運用のルールが細かいことも普及の壁になっています。オンライン診療でも、最初の診察は対面が義務づけられています。身近なかかりつけ医に患者を誘導する政策目標を重視し、対象者は原則としておおむね30分以内に通院できる患者に限られています。オンライン診療はあくまで補完的な位置づけで、多くの情報が得られないことなどを理由に日本医師会は慎重な姿勢を崩していません。

医療機関の収入にあたる診療報酬は患者1人につき月700円と、通常の再診料の1回720円と比べて遜色はありません。一方で定期的に診療することで得られる管理料は対面に比べて1000円以上も低いことが、医療機関の意欲をそぐ要因にもなっています。

規制緩和を求める声は多く、オンライン診療で患者の利便性が高まるのは間違いないと訴える医師は少なくありません。

ガイドラインに具体例が少なく、対象の疾患の範囲がわかりにくいといった批判もあります。このため厚労省は18年度中にQ&Aを公表する意向で、未来投資会議では、対象の疾患をどこまで広げるかが焦点になっています。

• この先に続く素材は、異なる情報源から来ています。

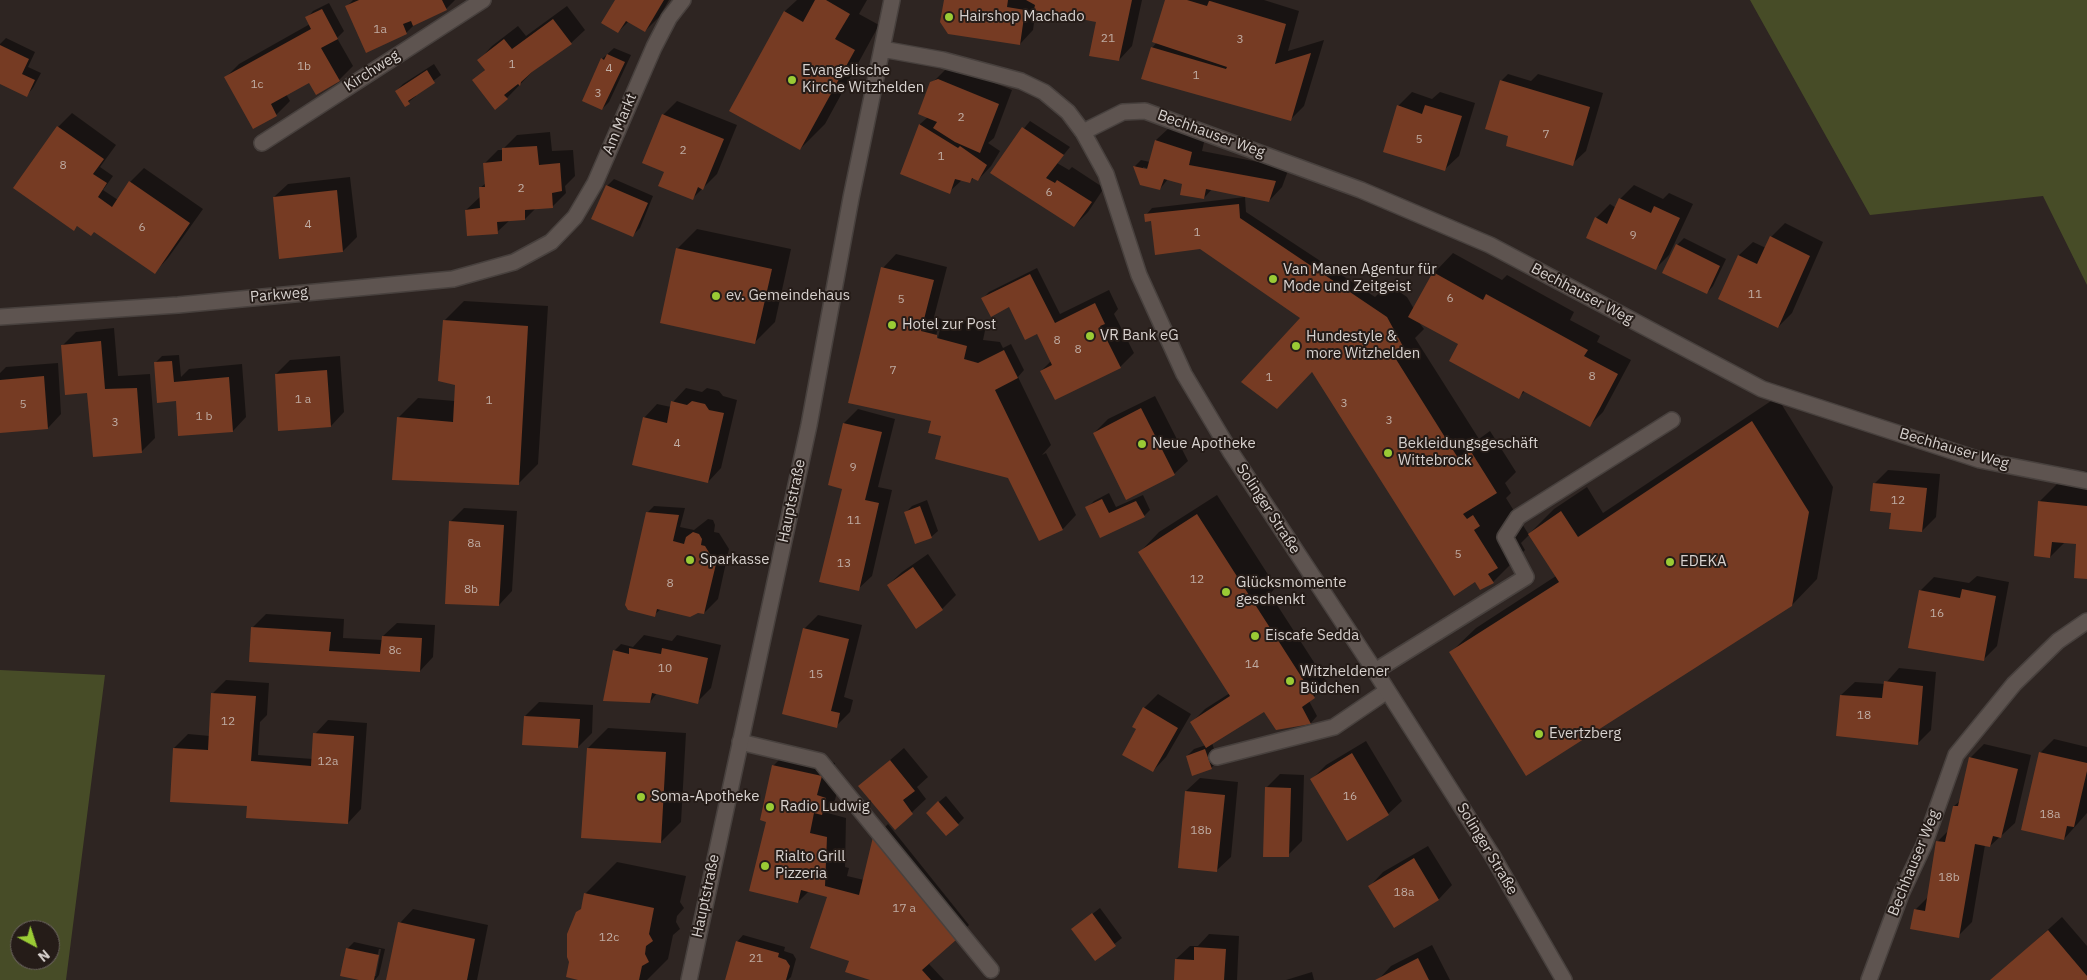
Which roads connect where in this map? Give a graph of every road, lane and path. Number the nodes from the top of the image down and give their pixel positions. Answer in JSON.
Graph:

薬剤師が薬の飲み方を遠隔指導するオンライン服薬指導も国家戦略特区で始まっています。また、病気の治療を目的としたスマホアプリの実現も近づいています。国が有効性を認め保険が適用される禁煙アプリが2019年にも第一弾として登場する見込みです。先行する米国ではアルコール中毒やうつ病などにも対象が広がっています。

医療のあり方が変わることはもはや止めることはできないようです。